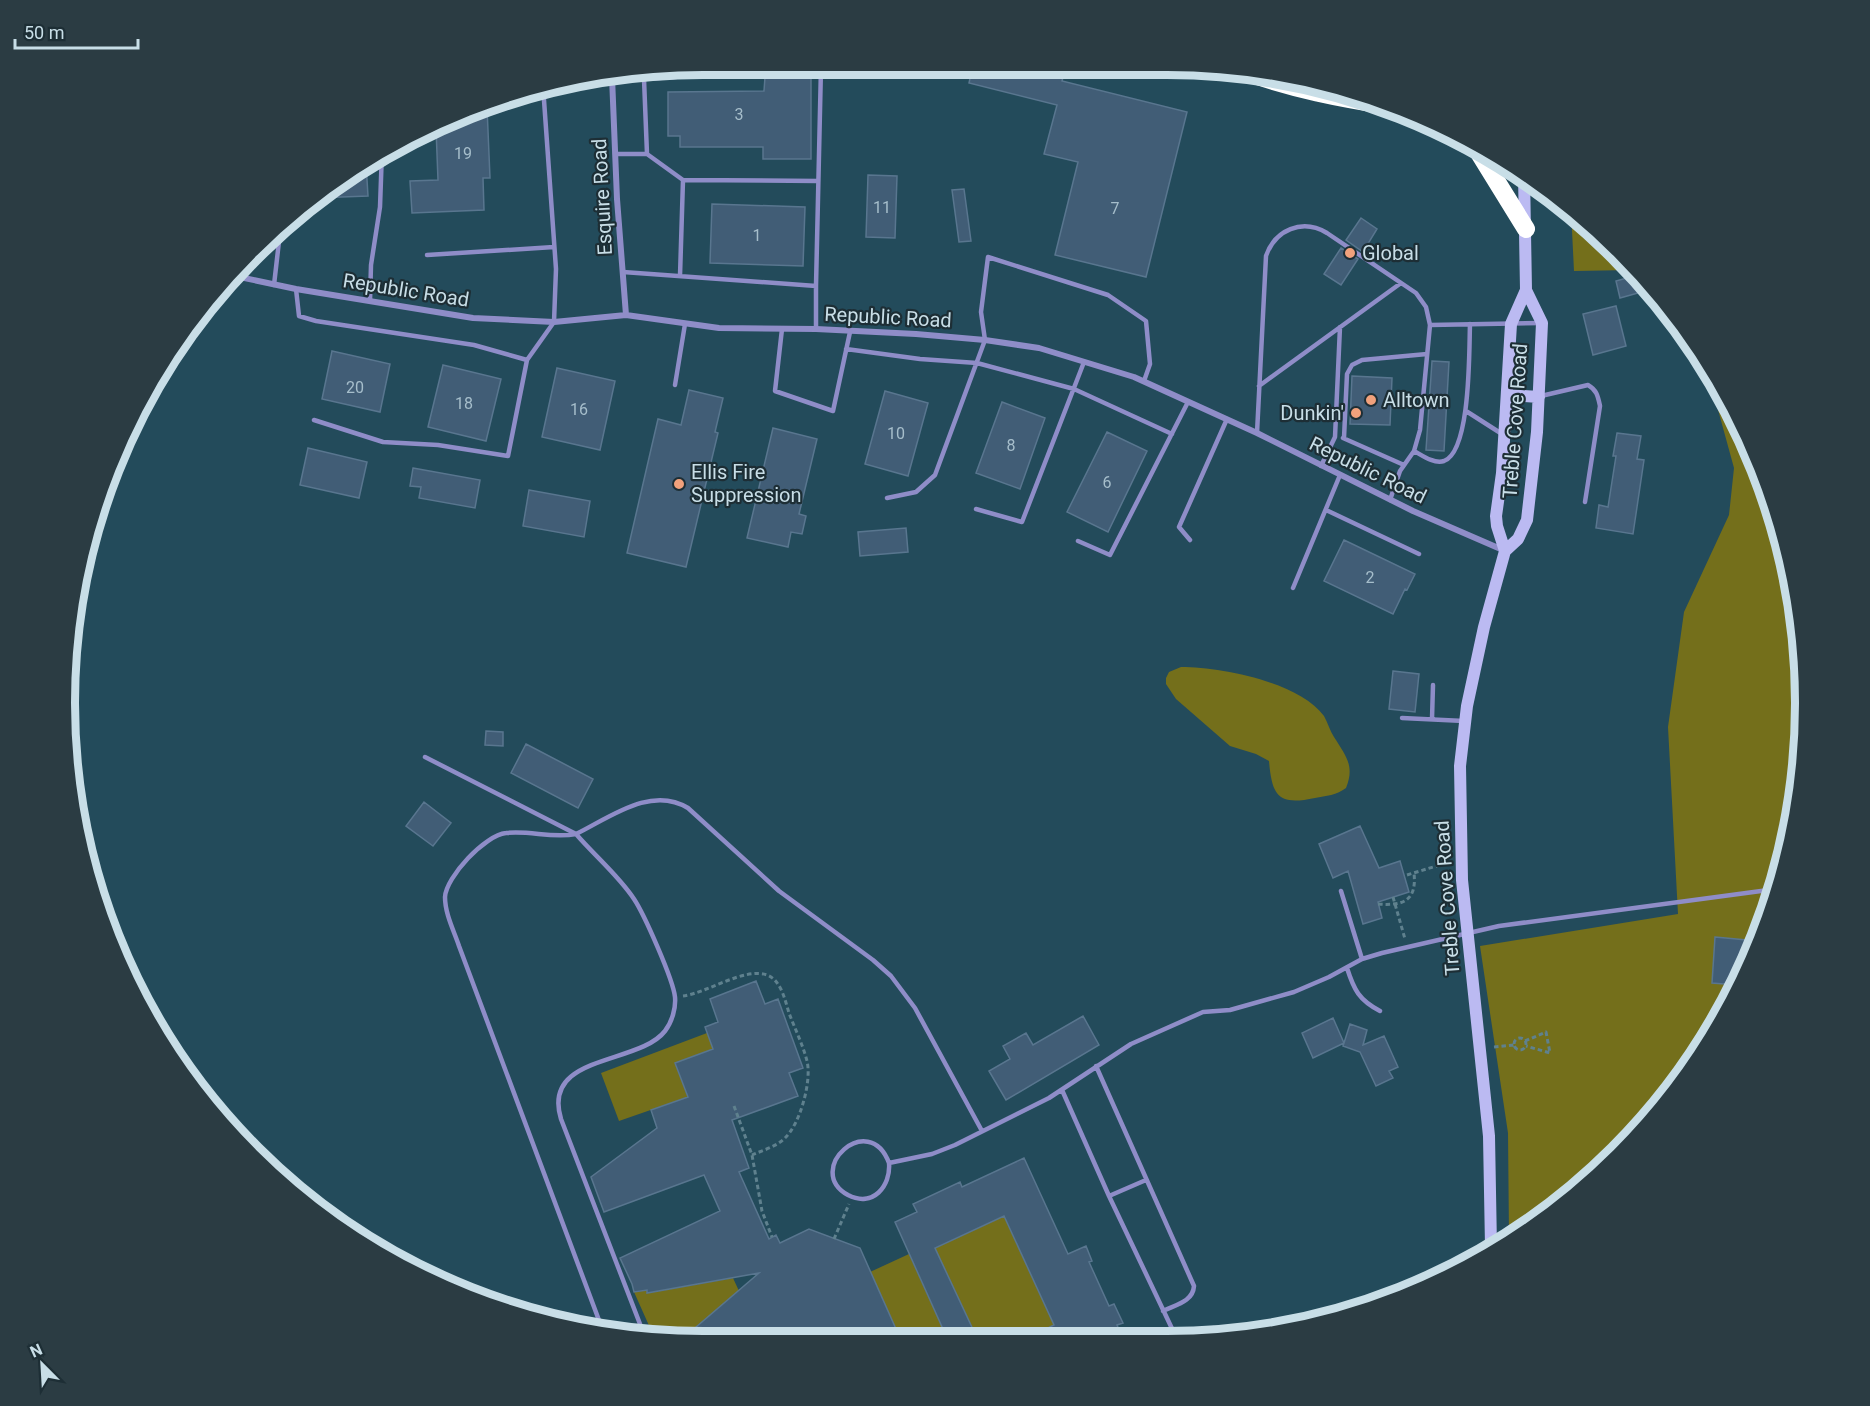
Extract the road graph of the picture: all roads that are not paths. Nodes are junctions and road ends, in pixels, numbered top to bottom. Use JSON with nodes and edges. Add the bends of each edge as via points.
{"nodes":[{"id":1,"x":703,"y":75,"type":"edge"},
{"id":2,"x":821,"y":75,"type":"edge"},
{"id":3,"x":612,"y":82,"type":"edge"},
{"id":4,"x":544,"y":95,"type":"edge"},
{"id":5,"x":615,"y":154,"type":"junction"},
{"id":6,"x":647,"y":154,"type":"junction"},
{"id":7,"x":1484,"y":161,"type":"edge"},
{"id":8,"x":382,"y":164,"type":"edge"},
{"id":9,"x":683,"y":180,"type":"junction"},
{"id":10,"x":818,"y":181,"type":"junction"},
{"id":11,"x":1524,"y":187,"type":"edge"},
{"id":12,"x":1526,"y":229,"type":"junction"},
{"id":13,"x":279,"y":240,"type":"edge"},
{"id":14,"x":554,"y":247,"type":"junction"},
{"id":15,"x":427,"y":255,"type":"dead end"},
{"id":16,"x":623,"y":272,"type":"junction"},
{"id":17,"x":680,"y":276,"type":"junction"},
{"id":18,"x":242,"y":278,"type":"edge"},
{"id":19,"x":1401,"y":283,"type":"junction"},
{"id":20,"x":274,"y":285,"type":"junction"},
{"id":21,"x":816,"y":286,"type":"junction"},
{"id":22,"x":296,"y":289,"type":"junction"},
{"id":23,"x":1526,"y":290,"type":"junction"},
{"id":24,"x":370,"y":301,"type":"junction"},
{"id":25,"x":627,"y":315,"type":"junction"},
{"id":26,"x":554,"y":322,"type":"junction"},
{"id":27,"x":1542,"y":323,"type":"junction"},
{"id":28,"x":685,"y":324,"type":"junction"},
{"id":29,"x":1470,"y":324,"type":"junction"},
{"id":30,"x":1511,"y":324,"type":"junction"},
{"id":31,"x":1430,"y":325,"type":"junction"},
{"id":32,"x":1340,"y":327,"type":"junction"},
{"id":33,"x":782,"y":329,"type":"junction"},
{"id":34,"x":816,"y":330,"type":"junction"},
{"id":35,"x":850,"y":332,"type":"junction"},
{"id":36,"x":985,"y":340,"type":"junction"},
{"id":37,"x":846,"y":349,"type":"junction"},
{"id":38,"x":1427,"y":354,"type":"junction"},
{"id":39,"x":527,"y":360,"type":"junction"},
{"id":40,"x":1084,"y":362,"type":"junction"},
{"id":41,"x":977,"y":363,"type":"junction"},
{"id":42,"x":1144,"y":381,"type":"junction"},
{"id":43,"x":675,"y":385,"type":"dead end"},
{"id":44,"x":1259,"y":386,"type":"junction"},
{"id":45,"x":1074,"y":389,"type":"junction"},
{"id":46,"x":1508,"y":395,"type":"junction"},
{"id":47,"x":1539,"y":397,"type":"junction"},
{"id":48,"x":1188,"y":402,"type":"junction"},
{"id":49,"x":1466,"y":411,"type":"junction"},
{"id":50,"x":314,"y":420,"type":"dead end"},
{"id":51,"x":1227,"y":420,"type":"junction"},
{"id":52,"x":1257,"y":433,"type":"junction"},
{"id":53,"x":1172,"y":434,"type":"junction"},
{"id":54,"x":1504,"y":435,"type":"junction"},
{"id":55,"x":1335,"y":436,"type":"junction"},
{"id":56,"x":1344,"y":438,"type":"junction"},
{"id":57,"x":1414,"y":451,"type":"junction"},
{"id":58,"x":1404,"y":465,"type":"junction"},
{"id":59,"x":1321,"y":466,"type":"junction"},
{"id":60,"x":1340,"y":475,"type":"junction"},
{"id":61,"x":887,"y":498,"type":"dead end"},
{"id":62,"x":1390,"y":500,"type":"junction"},
{"id":63,"x":1585,"y":502,"type":"dead end"},
{"id":64,"x":976,"y":509,"type":"dead end"},
{"id":65,"x":1326,"y":510,"type":"junction"},
{"id":66,"x":1190,"y":540,"type":"dead end"},
{"id":67,"x":1078,"y":541,"type":"dead end"},
{"id":68,"x":1505,"y":550,"type":"junction"},
{"id":69,"x":1419,"y":554,"type":"dead end"},
{"id":70,"x":1293,"y":588,"type":"dead end"},
{"id":71,"x":1432,"y":684,"type":"dead end"},
{"id":72,"x":1402,"y":718,"type":"dead end"},
{"id":73,"x":1432,"y":719,"type":"junction"},
{"id":74,"x":1464,"y":721,"type":"junction"},
{"id":75,"x":425,"y":757,"type":"dead end"},
{"id":76,"x":576,"y":834,"type":"junction"},
{"id":77,"x":1767,"y":890,"type":"edge"},
{"id":78,"x":1341,"y":891,"type":"dead end"},
{"id":79,"x":1466,"y":933,"type":"junction"},
{"id":80,"x":1362,"y":959,"type":"junction"},
{"id":81,"x":1347,"y":968,"type":"junction"},
{"id":82,"x":1380,"y":1011,"type":"dead end"},
{"id":83,"x":1096,"y":1066,"type":"junction"},
{"id":84,"x":1062,"y":1090,"type":"junction"},
{"id":85,"x":982,"y":1131,"type":"junction"},
{"id":86,"x":889,"y":1163,"type":"junction"},
{"id":87,"x":1146,"y":1180,"type":"junction"},
{"id":88,"x":1109,"y":1196,"type":"junction"},
{"id":89,"x":1491,"y":1241,"type":"edge"},
{"id":90,"x":1163,"y":1311,"type":"junction"},
{"id":91,"x":600,"y":1322,"type":"edge"},
{"id":92,"x":642,"y":1328,"type":"edge"},
{"id":93,"x":1173,"y":1331,"type":"edge"}],
"edges":[{"from":1,"to":6,"type":"lane","via":[[644,79]]},
{"from":2,"to":10,"type":"lane"},
{"from":3,"to":5,"type":"street","name":"Esquire Road"},
{"from":4,"to":14,"type":"lane"},
{"from":5,"to":6,"type":"lane"},
{"from":5,"to":16,"type":"street","name":"Esquire Road"},
{"from":6,"to":9,"type":"lane"},
{"from":7,"to":12,"type":"highway"},
{"from":8,"to":24,"type":"lane"},
{"from":9,"to":10,"type":"lane"},
{"from":9,"to":17,"type":"lane"},
{"from":10,"to":21,"type":"lane"},
{"from":11,"to":12,"type":"main road","name":"Treble Cove Road"},
{"from":12,"to":23,"type":"main road","name":"Treble Cove Road"},
{"from":13,"to":20,"type":"lane"},
{"from":14,"to":15,"type":"lane"},
{"from":14,"to":26,"type":"lane"},
{"from":16,"to":17,"type":"lane"},
{"from":16,"to":25,"type":"street","name":"Esquire Road"},
{"from":17,"to":21,"type":"lane"},
{"from":18,"to":20,"type":"street","name":"Republic Road"},
{"from":19,"to":31,"type":"lane","via":[[1422,299]]},
{"from":19,"to":32,"type":"lane"},
{"from":19,"to":44,"type":"lane","via":[[1318,228],[1300,226],[1281,233],[1266,256]]},
{"from":20,"to":22,"type":"street","name":"Republic Road"},
{"from":21,"to":34,"type":"lane"},
{"from":22,"to":24,"type":"street","name":"Republic Road"},
{"from":22,"to":39,"type":"lane","via":[[299,316],[474,345]]},
{"from":23,"to":27,"type":"main road","name":"Treble Cove Road"},
{"from":23,"to":30,"type":"main road","name":"Treble Cove Road"},
{"from":24,"to":26,"type":"street","name":"Republic Road","via":[[473,318]]},
{"from":25,"to":26,"type":"street","name":"Republic Road"},
{"from":25,"to":28,"type":"street","name":"Republic Road"},
{"from":26,"to":39,"type":"lane"},
{"from":27,"to":30,"type":"lane"},
{"from":27,"to":47,"type":"main road","name":"Treble Cove Road"},
{"from":28,"to":33,"type":"street","name":"Republic Road"},
{"from":28,"to":43,"type":"lane"},
{"from":29,"to":30,"type":"lane"},
{"from":29,"to":31,"type":"lane"},
{"from":29,"to":49,"type":"lane"},
{"from":30,"to":46,"type":"main road","name":"Treble Cove Road"},
{"from":31,"to":38,"type":"lane"},
{"from":32,"to":44,"type":"lane"},
{"from":32,"to":55,"type":"lane"},
{"from":33,"to":34,"type":"street","name":"Republic Road"},
{"from":33,"to":37,"type":"lane","via":[[775,391],[833,411]]},
{"from":34,"to":35,"type":"street","name":"Republic Road"},
{"from":35,"to":36,"type":"street","name":"Republic Road"},
{"from":35,"to":37,"type":"lane"},
{"from":36,"to":40,"type":"street","name":"Republic Road","via":[[1039,348]]},
{"from":36,"to":41,"type":"lane"},
{"from":36,"to":42,"type":"lane","via":[[981,312],[988,257],[1108,295],[1146,321],[1150,364]]},
{"from":37,"to":41,"type":"lane"},
{"from":38,"to":56,"type":"lane","via":[[1362,360],[1352,365],[1347,374]]},
{"from":38,"to":57,"type":"lane","via":[[1420,430]]},
{"from":39,"to":50,"type":"lane","via":[[508,456],[438,445],[383,442]]},
{"from":40,"to":42,"type":"street","name":"Republic Road"},
{"from":40,"to":45,"type":"lane"},
{"from":41,"to":45,"type":"lane"},
{"from":41,"to":61,"type":"lane","via":[[935,475],[916,492]]},
{"from":42,"to":48,"type":"street","name":"Republic Road"},
{"from":44,"to":52,"type":"lane"},
{"from":45,"to":53,"type":"lane"},
{"from":45,"to":64,"type":"lane","via":[[1022,522]]},
{"from":46,"to":47,"type":"main road"},
{"from":46,"to":54,"type":"main road","name":"Treble Cove Road"},
{"from":47,"to":63,"type":"lane","via":[[1588,385],[1598,397],[1600,406]]},
{"from":47,"to":68,"type":"main road","name":"Treble Cove Road","via":[[1527,520],[1518,538]]},
{"from":48,"to":51,"type":"street","name":"Republic Road"},
{"from":48,"to":53,"type":"lane"},
{"from":49,"to":54,"type":"lane"},
{"from":49,"to":57,"type":"lane","via":[[1455,453],[1447,460],[1430,460]]},
{"from":51,"to":52,"type":"street","name":"Republic Road"},
{"from":51,"to":66,"type":"lane","via":[[1179,527]]},
{"from":52,"to":59,"type":"street","name":"Republic Road"},
{"from":53,"to":67,"type":"lane","via":[[1110,555]]},
{"from":54,"to":68,"type":"main road","name":"Treble Cove Road","via":[[1496,516]]},
{"from":55,"to":56,"type":"lane"},
{"from":55,"to":59,"type":"lane"},
{"from":56,"to":58,"type":"lane"},
{"from":57,"to":58,"type":"lane"},
{"from":58,"to":62,"type":"lane"},
{"from":59,"to":60,"type":"street","name":"Republic Road"},
{"from":60,"to":62,"type":"street","name":"Republic Road"},
{"from":60,"to":65,"type":"lane"},
{"from":62,"to":68,"type":"street","name":"Republic Road"},
{"from":65,"to":69,"type":"lane"},
{"from":65,"to":70,"type":"lane"},
{"from":68,"to":74,"type":"main road","name":"Treble Cove Road"},
{"from":71,"to":73,"type":"lane"},
{"from":72,"to":73,"type":"lane"},
{"from":73,"to":74,"type":"lane"},
{"from":74,"to":79,"type":"main road","name":"Treble Cove Road","via":[[1460,827]]},
{"from":75,"to":76,"type":"lane"},
{"from":76,"to":85,"type":"lane","via":[[650,800],[670,800],[688,808],[780,891],[891,976],[915,1008]]},
{"from":76,"to":91,"type":"lane","via":[[498,834],[482,844],[457,872],[445,899],[447,914]]},
{"from":76,"to":92,"type":"lane","via":[[634,899],[675,997],[670,1022],[659,1038],[579,1071],[567,1080],[559,1099],[561,1119]]},
{"from":77,"to":79,"type":"lane"},
{"from":78,"to":80,"type":"lane"},
{"from":79,"to":80,"type":"lane"},
{"from":79,"to":89,"type":"main road","name":"Treble Cove Road","via":[[1489,1136]]},
{"from":80,"to":81,"type":"lane"},
{"from":81,"to":82,"type":"lane","via":[[1360,997]]},
{"from":81,"to":83,"type":"lane","via":[[1269,1000],[1203,1012],[1131,1044]]},
{"from":83,"to":84,"type":"lane"},
{"from":83,"to":87,"type":"lane"},
{"from":84,"to":85,"type":"lane"},
{"from":84,"to":88,"type":"lane"},
{"from":85,"to":86,"type":"lane","via":[[939,1151]]},
{"from":86,"to":86,"type":"lane","via":[[874,1144],[857,1142],[841,1151],[835,1160],[834,1176],[841,1190],[864,1199],[881,1192],[888,1182]]},
{"from":87,"to":88,"type":"lane"},
{"from":87,"to":90,"type":"lane","via":[[1194,1286],[1188,1299]]},
{"from":88,"to":90,"type":"lane"},
{"from":90,"to":93,"type":"lane"}]}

+ + + +

◆ Your objective
Work out how many lines of the entries include the word "Treble", and respond with that number and nothing more.

◆ Result for this task
12